RP-HPLC法同时测定甘草酸制剂中18α-、18β-甘草酸的含量

目的: 建立RP-HPLC法同时测定甘草酸制剂中18α-、18β-甘草酸的含量。 方法: 采用Phenyl-Hexyl(4.6 mm×250 mm,5 μm)色谱柱,流动相为10 mmol·L^-1醋酸铵溶液(pH=7.75)-乙腈(83∶17),流速1.0 mL·min^-1,柱温38 ℃,检测波长250 nm。 结果: 18α-、18β-甘草酸的线性范围均为0.3~80 μg·mL^-1(r²分别为0.9998和0.9999)。两差向异构体得到良好的分离,各制剂中异构体的组成比各不相同。 结论: 该方法准确,简便,重复性好,可为控制甘草酸制剂中18α-甘草酸和18β-甘草酸的质量标准提供参考,为对18α-甘草酸和18β-甘草酸的进一步研究奠定了基础。

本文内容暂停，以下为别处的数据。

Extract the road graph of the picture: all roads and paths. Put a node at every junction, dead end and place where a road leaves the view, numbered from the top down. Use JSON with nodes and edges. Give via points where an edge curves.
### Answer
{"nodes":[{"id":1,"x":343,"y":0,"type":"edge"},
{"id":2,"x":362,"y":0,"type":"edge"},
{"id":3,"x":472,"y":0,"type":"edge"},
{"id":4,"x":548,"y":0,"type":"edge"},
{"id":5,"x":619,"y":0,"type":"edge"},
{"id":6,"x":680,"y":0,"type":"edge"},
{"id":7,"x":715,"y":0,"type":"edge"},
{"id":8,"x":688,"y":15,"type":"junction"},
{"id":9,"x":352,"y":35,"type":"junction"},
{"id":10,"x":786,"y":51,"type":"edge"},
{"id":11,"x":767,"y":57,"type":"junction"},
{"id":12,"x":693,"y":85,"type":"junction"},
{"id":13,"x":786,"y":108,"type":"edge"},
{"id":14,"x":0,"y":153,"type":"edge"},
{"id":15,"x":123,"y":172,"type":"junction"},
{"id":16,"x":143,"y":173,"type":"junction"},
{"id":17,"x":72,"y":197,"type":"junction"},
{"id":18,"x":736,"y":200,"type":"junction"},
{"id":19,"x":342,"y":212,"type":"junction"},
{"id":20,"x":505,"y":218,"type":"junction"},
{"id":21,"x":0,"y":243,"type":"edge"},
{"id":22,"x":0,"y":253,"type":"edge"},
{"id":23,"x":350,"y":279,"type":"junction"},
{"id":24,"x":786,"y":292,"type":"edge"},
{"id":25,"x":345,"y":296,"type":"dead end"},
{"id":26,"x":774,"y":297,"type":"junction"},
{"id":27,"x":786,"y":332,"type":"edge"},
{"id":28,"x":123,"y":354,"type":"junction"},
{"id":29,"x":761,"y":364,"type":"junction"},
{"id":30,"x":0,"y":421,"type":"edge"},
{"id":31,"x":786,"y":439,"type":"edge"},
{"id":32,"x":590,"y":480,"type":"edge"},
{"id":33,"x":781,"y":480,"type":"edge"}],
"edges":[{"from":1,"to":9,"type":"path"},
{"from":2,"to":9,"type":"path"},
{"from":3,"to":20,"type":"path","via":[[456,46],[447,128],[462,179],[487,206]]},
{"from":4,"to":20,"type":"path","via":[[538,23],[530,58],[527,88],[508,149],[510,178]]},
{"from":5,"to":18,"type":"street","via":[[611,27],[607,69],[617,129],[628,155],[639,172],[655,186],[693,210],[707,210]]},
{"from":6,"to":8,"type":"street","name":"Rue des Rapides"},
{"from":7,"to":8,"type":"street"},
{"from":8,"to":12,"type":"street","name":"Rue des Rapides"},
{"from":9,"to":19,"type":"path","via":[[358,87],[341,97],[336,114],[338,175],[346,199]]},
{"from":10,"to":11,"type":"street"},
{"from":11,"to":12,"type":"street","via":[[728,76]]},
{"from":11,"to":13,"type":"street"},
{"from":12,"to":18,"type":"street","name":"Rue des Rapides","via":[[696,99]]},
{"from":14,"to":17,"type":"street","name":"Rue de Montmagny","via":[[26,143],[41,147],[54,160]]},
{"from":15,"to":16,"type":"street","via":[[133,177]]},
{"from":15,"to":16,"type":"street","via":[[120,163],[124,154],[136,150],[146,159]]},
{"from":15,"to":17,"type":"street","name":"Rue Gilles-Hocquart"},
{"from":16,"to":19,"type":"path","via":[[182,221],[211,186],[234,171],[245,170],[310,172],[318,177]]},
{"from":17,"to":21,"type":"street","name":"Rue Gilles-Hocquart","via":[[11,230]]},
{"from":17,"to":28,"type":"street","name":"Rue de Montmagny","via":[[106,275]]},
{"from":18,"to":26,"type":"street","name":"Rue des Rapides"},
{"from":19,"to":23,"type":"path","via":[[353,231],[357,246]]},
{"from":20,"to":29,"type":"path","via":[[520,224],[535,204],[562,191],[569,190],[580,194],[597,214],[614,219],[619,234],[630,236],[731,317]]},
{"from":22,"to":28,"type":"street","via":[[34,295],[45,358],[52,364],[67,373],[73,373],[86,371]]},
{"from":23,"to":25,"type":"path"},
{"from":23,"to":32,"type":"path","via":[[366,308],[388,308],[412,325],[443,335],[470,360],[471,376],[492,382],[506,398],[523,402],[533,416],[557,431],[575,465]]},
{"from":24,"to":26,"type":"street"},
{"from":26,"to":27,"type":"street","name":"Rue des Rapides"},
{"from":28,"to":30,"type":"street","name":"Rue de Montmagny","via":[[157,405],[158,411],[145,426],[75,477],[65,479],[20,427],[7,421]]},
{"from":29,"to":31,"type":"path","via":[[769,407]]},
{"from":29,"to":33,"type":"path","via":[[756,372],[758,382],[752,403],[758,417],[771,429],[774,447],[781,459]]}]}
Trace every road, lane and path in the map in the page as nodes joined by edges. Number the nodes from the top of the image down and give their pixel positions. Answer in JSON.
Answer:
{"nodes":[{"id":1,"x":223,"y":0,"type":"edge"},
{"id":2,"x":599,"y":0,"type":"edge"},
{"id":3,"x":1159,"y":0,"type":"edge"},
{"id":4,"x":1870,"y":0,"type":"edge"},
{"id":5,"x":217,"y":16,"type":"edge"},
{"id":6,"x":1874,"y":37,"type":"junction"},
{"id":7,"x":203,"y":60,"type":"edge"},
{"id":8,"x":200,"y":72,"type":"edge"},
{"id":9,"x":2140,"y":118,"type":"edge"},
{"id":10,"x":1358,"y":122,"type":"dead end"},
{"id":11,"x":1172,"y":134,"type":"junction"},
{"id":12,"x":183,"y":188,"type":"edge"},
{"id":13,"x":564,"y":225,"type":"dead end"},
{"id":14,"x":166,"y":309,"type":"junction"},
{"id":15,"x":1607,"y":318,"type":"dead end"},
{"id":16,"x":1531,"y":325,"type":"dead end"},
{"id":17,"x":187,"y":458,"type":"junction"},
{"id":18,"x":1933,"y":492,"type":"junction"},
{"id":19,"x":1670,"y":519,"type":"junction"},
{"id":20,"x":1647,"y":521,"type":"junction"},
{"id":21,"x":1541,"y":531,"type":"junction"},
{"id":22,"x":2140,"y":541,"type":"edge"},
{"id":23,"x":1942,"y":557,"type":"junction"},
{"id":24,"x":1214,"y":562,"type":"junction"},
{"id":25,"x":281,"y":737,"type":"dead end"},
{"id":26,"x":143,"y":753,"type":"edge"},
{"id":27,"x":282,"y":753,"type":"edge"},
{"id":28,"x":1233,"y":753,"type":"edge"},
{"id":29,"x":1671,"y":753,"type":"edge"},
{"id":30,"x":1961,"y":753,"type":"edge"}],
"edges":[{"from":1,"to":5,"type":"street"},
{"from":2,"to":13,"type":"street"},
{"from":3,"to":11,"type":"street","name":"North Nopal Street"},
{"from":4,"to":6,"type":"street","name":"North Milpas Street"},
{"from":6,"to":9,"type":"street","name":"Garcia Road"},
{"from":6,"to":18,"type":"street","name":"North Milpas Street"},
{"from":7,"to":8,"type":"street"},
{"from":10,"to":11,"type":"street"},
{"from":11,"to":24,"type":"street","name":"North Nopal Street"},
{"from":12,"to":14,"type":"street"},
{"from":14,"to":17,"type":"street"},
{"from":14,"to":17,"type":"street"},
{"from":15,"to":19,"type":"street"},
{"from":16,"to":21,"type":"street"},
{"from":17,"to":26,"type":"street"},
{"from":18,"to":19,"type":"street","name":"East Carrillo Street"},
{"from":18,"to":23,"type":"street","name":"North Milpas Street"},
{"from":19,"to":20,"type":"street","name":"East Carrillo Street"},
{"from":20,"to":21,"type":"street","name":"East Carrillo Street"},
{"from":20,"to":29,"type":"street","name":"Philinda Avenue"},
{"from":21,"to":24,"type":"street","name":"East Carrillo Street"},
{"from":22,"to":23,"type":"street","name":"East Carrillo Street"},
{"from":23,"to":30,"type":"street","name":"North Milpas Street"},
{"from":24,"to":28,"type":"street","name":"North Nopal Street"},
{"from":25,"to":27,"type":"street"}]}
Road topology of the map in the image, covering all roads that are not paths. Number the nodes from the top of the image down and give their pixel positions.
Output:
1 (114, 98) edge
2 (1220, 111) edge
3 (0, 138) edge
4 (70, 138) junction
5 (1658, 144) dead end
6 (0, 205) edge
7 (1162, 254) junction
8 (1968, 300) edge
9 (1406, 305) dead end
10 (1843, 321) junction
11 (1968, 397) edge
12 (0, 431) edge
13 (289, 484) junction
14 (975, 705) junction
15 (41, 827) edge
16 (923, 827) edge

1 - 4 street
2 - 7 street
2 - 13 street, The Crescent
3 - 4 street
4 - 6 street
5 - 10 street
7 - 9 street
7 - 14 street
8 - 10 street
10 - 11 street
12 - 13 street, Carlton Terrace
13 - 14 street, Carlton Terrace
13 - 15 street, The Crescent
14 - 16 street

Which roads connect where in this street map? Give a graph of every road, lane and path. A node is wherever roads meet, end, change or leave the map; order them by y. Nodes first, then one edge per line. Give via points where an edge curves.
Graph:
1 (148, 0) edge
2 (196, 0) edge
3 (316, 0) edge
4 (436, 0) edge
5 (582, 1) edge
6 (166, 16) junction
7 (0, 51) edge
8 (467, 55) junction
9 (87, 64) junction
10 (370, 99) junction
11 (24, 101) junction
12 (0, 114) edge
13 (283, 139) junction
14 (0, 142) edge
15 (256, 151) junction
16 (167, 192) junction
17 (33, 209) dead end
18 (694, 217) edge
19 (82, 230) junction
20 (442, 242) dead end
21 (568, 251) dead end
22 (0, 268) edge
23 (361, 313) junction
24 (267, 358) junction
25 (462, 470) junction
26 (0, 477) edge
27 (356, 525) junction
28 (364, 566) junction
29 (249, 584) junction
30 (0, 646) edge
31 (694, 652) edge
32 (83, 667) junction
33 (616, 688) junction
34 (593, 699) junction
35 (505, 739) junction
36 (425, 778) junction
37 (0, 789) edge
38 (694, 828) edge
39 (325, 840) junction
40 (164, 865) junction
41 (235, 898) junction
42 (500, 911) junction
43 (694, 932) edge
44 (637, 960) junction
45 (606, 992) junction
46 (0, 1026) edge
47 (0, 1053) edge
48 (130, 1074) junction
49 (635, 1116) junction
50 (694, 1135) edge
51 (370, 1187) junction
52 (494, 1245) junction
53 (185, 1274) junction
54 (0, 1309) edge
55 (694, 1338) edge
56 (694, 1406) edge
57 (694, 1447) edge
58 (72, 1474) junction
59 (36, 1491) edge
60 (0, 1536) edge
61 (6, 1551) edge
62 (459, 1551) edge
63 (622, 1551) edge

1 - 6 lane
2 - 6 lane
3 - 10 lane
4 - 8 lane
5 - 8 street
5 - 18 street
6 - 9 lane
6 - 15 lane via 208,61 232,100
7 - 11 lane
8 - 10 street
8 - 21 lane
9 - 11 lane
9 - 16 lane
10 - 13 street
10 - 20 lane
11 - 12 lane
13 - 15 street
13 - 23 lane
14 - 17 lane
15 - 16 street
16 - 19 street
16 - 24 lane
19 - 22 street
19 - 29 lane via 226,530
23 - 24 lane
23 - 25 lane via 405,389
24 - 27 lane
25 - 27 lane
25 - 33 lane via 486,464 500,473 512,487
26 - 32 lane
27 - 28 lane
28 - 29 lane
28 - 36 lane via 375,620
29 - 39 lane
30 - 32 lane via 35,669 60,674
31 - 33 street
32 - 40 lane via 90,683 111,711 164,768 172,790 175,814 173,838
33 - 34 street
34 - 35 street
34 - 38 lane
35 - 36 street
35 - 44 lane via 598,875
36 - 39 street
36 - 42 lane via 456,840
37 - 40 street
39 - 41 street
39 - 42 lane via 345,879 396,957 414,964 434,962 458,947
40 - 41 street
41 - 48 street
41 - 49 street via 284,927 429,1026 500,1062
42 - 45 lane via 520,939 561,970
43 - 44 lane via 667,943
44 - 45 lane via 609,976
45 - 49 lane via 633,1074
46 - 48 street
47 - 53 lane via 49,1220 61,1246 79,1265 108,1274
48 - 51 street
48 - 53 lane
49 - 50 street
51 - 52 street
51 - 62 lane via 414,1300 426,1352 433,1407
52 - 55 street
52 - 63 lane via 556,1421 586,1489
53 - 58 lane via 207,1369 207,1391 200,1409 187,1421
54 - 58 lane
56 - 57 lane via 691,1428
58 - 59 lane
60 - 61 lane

Objective: The aim of the present study was to simultaneously determine 18α-and 18β-glycyrrhizic acid in glycyrrhizin preparations. Method: The chromatographic analysis was carried out on a Phenyl-Hexyl Column (4.6 mm×250 mm,5 μm) with the mobile phase consisting of 10 mmol·L^-1 ammonium acetate (pH 7.75)-acetonitrile (83∶17) at a flow-tate of 1.0 mL·min^-1.Temperature:38 ℃.The detection wavelength was 250 nm. Result: Linearity range of 18α-and 18β-glycyrrhizic acid were both 0.3-80 μg·mL^-1(r² were 0.9998 and 0.9999,respectively).Two epimers were well separated and the composition ratios of them in different glycyrrhizin preparations were different. Conclusion: The method is accurate,simple and reproducible.This method could reference the quality control standard for 18α-and 18β-glycyrrhizic acid in glycyrrhizin preparations and lay the foundation for further research.